Moreover, apart from being able to recognize an image of a dog the model is also able to predict the breed of the dog from the image with a high level of accuracy.

This project uses computer vision and machine learning techniques to predict dog breeds from images. We distinguish a dog facial key points from human faces for each image using CNNs.

In this project, CNNs were trained using transfer learning in order to reduce training time without sacrificing accuracy.

Model detecting a dog and then predicting its breed

This dog breed classification project was not only challenging but the solution can be used for other fine-grained classification problems. Any set of classes with relatively small variation within it can be solved as a fine-grained classification problem.

The approach, the methodology and the results are documented here.

Problem Statement

In this project users will be able to supply any image as input. If a dog is detected in the image, it will provide an estimate of the dog’s breed. If a human is detected, it will provide an estimate of the dog breed that is most resembling.

This is a fine-grained classification problem and the solution for this project can be applied to other similar classification problems. Breed prediction may assist veterinarians to identify stray, unidentified dogs that need medical care. Convolutional Neural Network (CNNs) are used here to assist with keypoint detection in dogs, namely identifying eyes, nose and ears.

Metrics

This project uses few Pre-trained Models:

· OpenCV’s implementation of Haar feature-based cascade classifiers is used to detect human faces in images. OpenCV provides many pre-trained face detectors, stored as XML files on github. For the first 100 dog images in the test dog dataset and the first 100 face images of the human face dataset, it predicts 11% and 100% of them to have human faces respectively.

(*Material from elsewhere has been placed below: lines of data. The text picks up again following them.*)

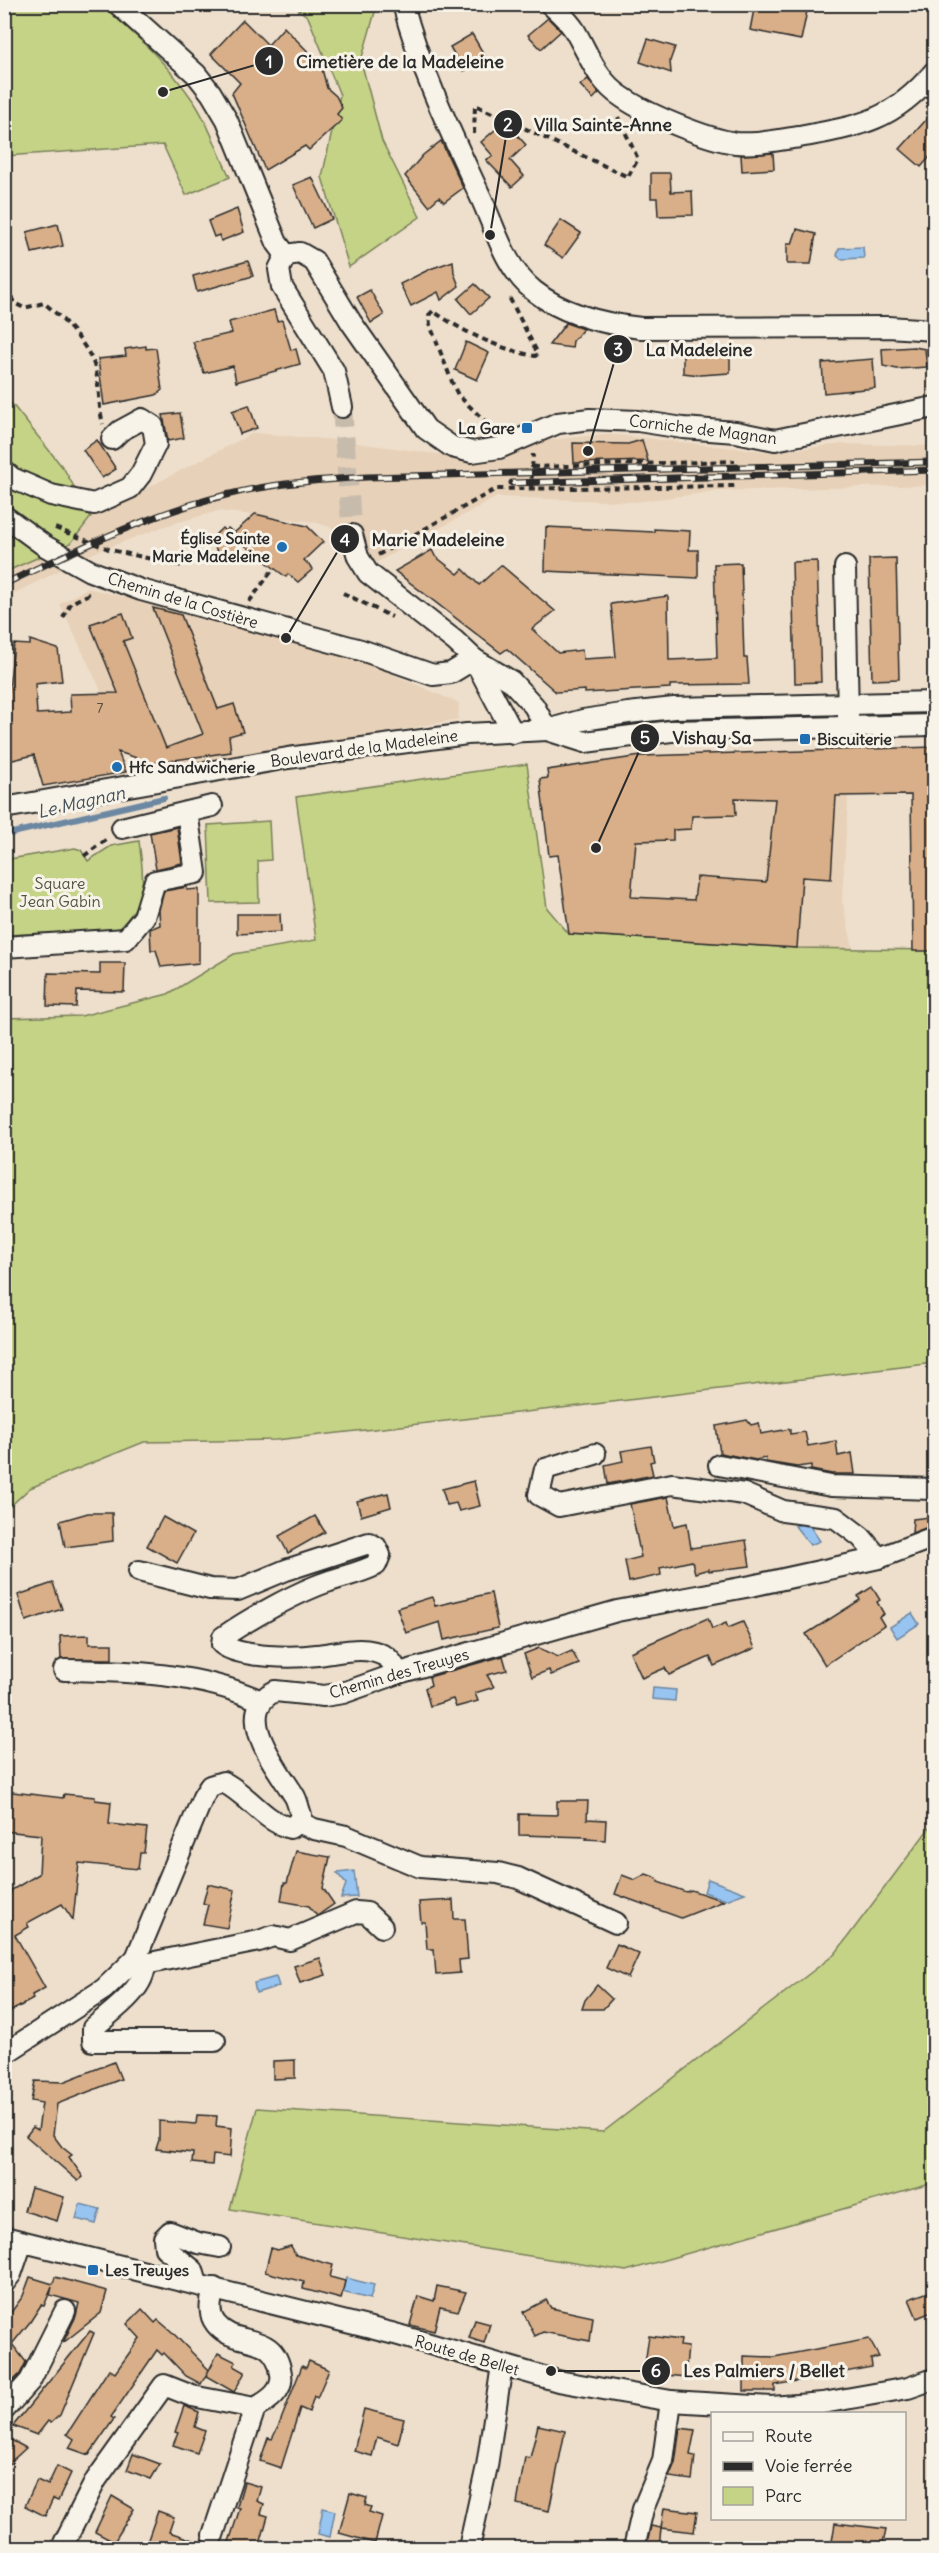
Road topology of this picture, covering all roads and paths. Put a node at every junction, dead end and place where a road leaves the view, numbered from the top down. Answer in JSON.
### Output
{"nodes":[{"id":1,"x":118,"y":4,"type":"edge"},
{"id":2,"x":403,"y":4,"type":"edge"},
{"id":3,"x":550,"y":4,"type":"edge"},
{"id":4,"x":934,"y":72,"type":"edge"},
{"id":5,"x":605,"y":83,"type":"junction"},
{"id":6,"x":473,"y":138,"type":"dead end"},
{"id":7,"x":286,"y":255,"type":"junction"},
{"id":8,"x":4,"y":277,"type":"edge"},
{"id":9,"x":504,"y":287,"type":"dead end"},
{"id":10,"x":934,"y":330,"type":"edge"},
{"id":11,"x":342,"y":407,"type":"tunnel mouth"},
{"id":12,"x":934,"y":407,"type":"edge"},
{"id":13,"x":112,"y":439,"type":"joint"},
{"id":14,"x":509,"y":445,"type":"junction"},
{"id":15,"x":735,"y":461,"type":"dead end"},
{"id":16,"x":4,"y":471,"type":"edge"},
{"id":17,"x":737,"y":486,"type":"dead end"},
{"id":18,"x":531,"y":489,"type":"junction"},
{"id":19,"x":4,"y":516,"type":"edge"},
{"id":20,"x":52,"y":527,"type":"dead end"},
{"id":21,"x":352,"y":535,"type":"tunnel mouth"},
{"id":22,"x":361,"y":564,"type":"junction"},
{"id":23,"x":183,"y":566,"type":"dead end"},
{"id":24,"x":845,"y":567,"type":"dead end"},
{"id":25,"x":274,"y":568,"type":"dead end"},
{"id":26,"x":109,"y":579,"type":"junction"},
{"id":27,"x":343,"y":593,"type":"dead end"},
{"id":28,"x":251,"y":598,"type":"dead end"},
{"id":29,"x":63,"y":618,"type":"dead end"},
{"id":30,"x":394,"y":618,"type":"dead end"},
{"id":31,"x":474,"y":659,"type":"junction"},
{"id":32,"x":934,"y":702,"type":"edge"},
{"id":33,"x":848,"y":704,"type":"junction"},
{"id":34,"x":934,"y":725,"type":"edge"},
{"id":35,"x":849,"y":727,"type":"junction"},
{"id":36,"x":547,"y":730,"type":"junction"},
{"id":37,"x":513,"y":733,"type":"junction"},
{"id":38,"x":212,"y":806,"type":"dead end"},
{"id":39,"x":4,"y":808,"type":"edge"},
{"id":40,"x":187,"y":812,"type":"junction"},
{"id":41,"x":122,"y":828,"type":"joint"},
{"id":42,"x":84,"y":856,"type":"dead end"},
{"id":43,"x":4,"y":947,"type":"edge"},
{"id":44,"x":595,"y":1454,"type":"dead end"},
{"id":45,"x":719,"y":1465,"type":"dead end"},
{"id":46,"x":934,"y":1489,"type":"edge"},
{"id":47,"x":934,"y":1537,"type":"edge"},
{"id":48,"x":879,"y":1558,"type":"junction"},
{"id":49,"x":139,"y":1571,"type":"dead end"},
{"id":50,"x":64,"y":1670,"type":"dead end"},
{"id":51,"x":399,"y":1673,"type":"junction"},
{"id":52,"x":261,"y":1701,"type":"junction"},
{"id":53,"x":298,"y":1822,"type":"junction"},
{"id":54,"x":616,"y":1923,"type":"dead end"},
{"id":55,"x":382,"y":1927,"type":"dead end"},
{"id":56,"x":140,"y":1961,"type":"junction"},
{"id":57,"x":215,"y":2041,"type":"dead end"},
{"id":58,"x":4,"y":2054,"type":"edge"},
{"id":59,"x":13,"y":2239,"type":"edge"},
{"id":60,"x":220,"y":2247,"type":"dead end"},
{"id":61,"x":4,"y":2283,"type":"edge"},
{"id":62,"x":206,"y":2286,"type":"junction"},
{"id":63,"x":65,"y":2312,"type":"dead end"},
{"id":64,"x":502,"y":2365,"type":"junction"},
{"id":65,"x":934,"y":2379,"type":"edge"},
{"id":66,"x":672,"y":2401,"type":"junction"},
{"id":67,"x":255,"y":2408,"type":"junction"},
{"id":68,"x":5,"y":2409,"type":"edge"},
{"id":69,"x":213,"y":2535,"type":"dead end"},
{"id":70,"x":68,"y":2548,"type":"edge"},
{"id":71,"x":469,"y":2548,"type":"edge"},
{"id":72,"x":634,"y":2548,"type":"edge"}],
"edges":[{"from":1,"to":7,"type":"street"},
{"from":2,"to":10,"type":"street"},
{"from":3,"to":5,"type":"street"},
{"from":4,"to":5,"type":"street"},
{"from":5,"to":6,"type":"path"},
{"from":7,"to":11,"type":"street"},
{"from":7,"to":14,"type":"street","name":"Corniche de Magnan"},
{"from":8,"to":13,"type":"path"},
{"from":9,"to":14,"type":"path"},
{"from":12,"to":14,"type":"street","name":"Corniche de Magnan"},
{"from":13,"to":16,"type":"street"},
{"from":15,"to":18,"type":"path"},
{"from":17,"to":18,"type":"path"},
{"from":18,"to":22,"type":"path"},
{"from":19,"to":26,"type":"street","name":"Chemin de la Costière"},
{"from":20,"to":23,"type":"path"},
{"from":21,"to":22,"type":"street"},
{"from":22,"to":31,"type":"street"},
{"from":24,"to":33,"type":"street"},
{"from":25,"to":28,"type":"path"},
{"from":26,"to":29,"type":"path"},
{"from":26,"to":31,"type":"street","name":"Chemin de la Costière"},
{"from":27,"to":30,"type":"path"},
{"from":31,"to":36,"type":"street"},
{"from":31,"to":37,"type":"street"},
{"from":32,"to":33,"type":"street","name":"Boulevard de la Madeleine"},
{"from":33,"to":35,"type":"street"},
{"from":33,"to":36,"type":"street","name":"Boulevard de la Madeleine"},
{"from":34,"to":35,"type":"street","name":"Boulevard de la Madeleine"},
{"from":35,"to":36,"type":"street","name":"Boulevard de la Madeleine"},
{"from":36,"to":37,"type":"street","name":"Boulevard de la Madeleine"},
{"from":37,"to":39,"type":"street","name":"Boulevard de la Madeleine"},
{"from":38,"to":40,"type":"street"},
{"from":40,"to":41,"type":"street"},
{"from":40,"to":43,"type":"street"},
{"from":41,"to":42,"type":"path"},
{"from":44,"to":48,"type":"street"},
{"from":45,"to":46,"type":"street"},
{"from":47,"to":48,"type":"street","name":"Chemin des Treuyes"},
{"from":48,"to":51,"type":"street","name":"Chemin des Treuyes"},
{"from":49,"to":51,"type":"street"},
{"from":50,"to":52,"type":"street"},
{"from":51,"to":52,"type":"street","name":"Chemin des Treuyes"},
{"from":52,"to":53,"type":"street"},
{"from":53,"to":54,"type":"street"},
{"from":53,"to":56,"type":"street"},
{"from":55,"to":56,"type":"street"},
{"from":56,"to":57,"type":"street"},
{"from":56,"to":58,"type":"street"},
{"from":59,"to":61,"type":"street"},
{"from":59,"to":62,"type":"street","name":"Route de Bellet"},
{"from":60,"to":62,"type":"street"},
{"from":62,"to":64,"type":"street","name":"Route de Bellet"},
{"from":62,"to":67,"type":"street"},
{"from":63,"to":68,"type":"street"},
{"from":64,"to":66,"type":"street","name":"Route de Bellet"},
{"from":64,"to":71,"type":"street"},
{"from":65,"to":66,"type":"street","name":"Route de Bellet"},
{"from":66,"to":72,"type":"street"},
{"from":67,"to":69,"type":"street"},
{"from":67,"to":70,"type":"street"}]}
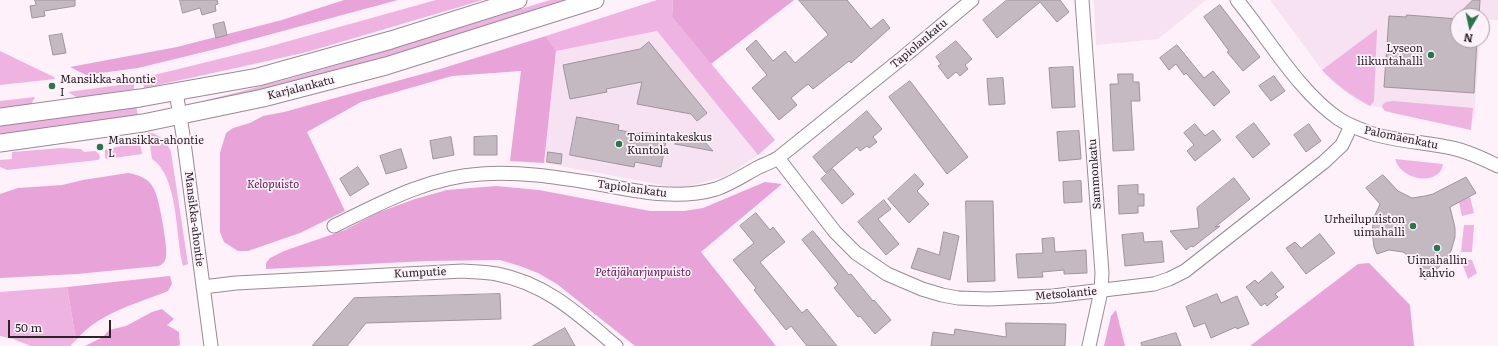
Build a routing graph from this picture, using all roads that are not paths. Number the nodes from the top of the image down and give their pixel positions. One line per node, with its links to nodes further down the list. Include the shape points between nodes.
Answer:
1 (518, 0): 6 (main road, Karjalankatu, via 391,40 273,73)
2 (595, 0): 7 (main road, Karjalankatu, via 386,66)
3 (972, 0): 11 (street, Tapiolankatu)
4 (1082, 0): 15 (street, Sammonkatu, via 1102,265)
5 (1237, 0): 9 (street, Palomäenkatu, via 1310,93 1339,119)
6 (176, 92): 7 (street, Mansikka-ahontie); 8 (main road, Karjalankatu)
7 (180, 116): 10 (main road, Karjalankatu); 14 (street, Mansikka-ahontie)
8 (0, 117)
9 (1351, 126): 12 (street, Palomäenkatu, via 1371,133 1455,149); 15 (street, Metsolantie, via 1342,145 1324,162 1185,271 1154,284)
10 (0, 143)
11 (778, 158): 13 (street, Tapiolankatu, via 716,189 678,195 656,194 535,175 501,173 449,178 417,187); 15 (street, Metsolantie, via 847,244 871,264 903,282 942,295 964,298 996,299)
12 (1498, 166)
13 (334, 226)
14 (203, 287): 16 (street, Mansikka-ahontie); 17 (street, Kumputie, via 463,271 495,274 535,286 555,297)
15 (1101, 291): 18 (street, Sammonkatu)
16 (211, 346)
17 (616, 346)
18 (1089, 346)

· Using Keras api, ResNet-50 was imported and used to detect dogs for this project. This pre-trained model was able to detect 100% of the first 100 dogs as dogs and 0% of the first 100 human faces as dogs.

· To reduce training time without sacrificing accuracy, CNNs were trained using transfer-learning. The pre-trained models for transfer learning in this project used VGG-16 and InceptionV3 models as fixed feature extractor.

· Validation Performance Accuracy is used to measure the performance of the classifiers, based on the confusion matrix. The score range is [0, 1], with the 0 the worst while 1 the best.

· Training Loss Categorical cross-entropy is used as the loss function for computing gradients for network optimization.

Analysis

Data Exploration

The project uses two sets of data. The first dataset contains data about the different breeds of dogs and the second dataset contains data about human faces.

The dog dataset as already mentioned contains a total of 8351 dog images and 133 dog categories. The training, validation and testing sets contain 6680, 835 and 836 dog images respectively.

The human face dataset on the other hand contains 13233 total human face images. The images in the human face dataset had to converted to grayscale before as the model had grayscale image as a parameter.

Algorithms and Techniques

The algorithms used for this project are few pre-trained model such as OpenCV and ResNet-50 to detect human faces and dogs respectively.

Detect Humans

I used OpenCV’s implementation of Haar feature-based cascade classifiers is used to detect human faces in images. OpenCV provides many pre-trained face detectors. The code below instantiates the Haar Cascade Classifier from OpenCV and is then used in the face detector function to determine if a supplied image contains a face or not.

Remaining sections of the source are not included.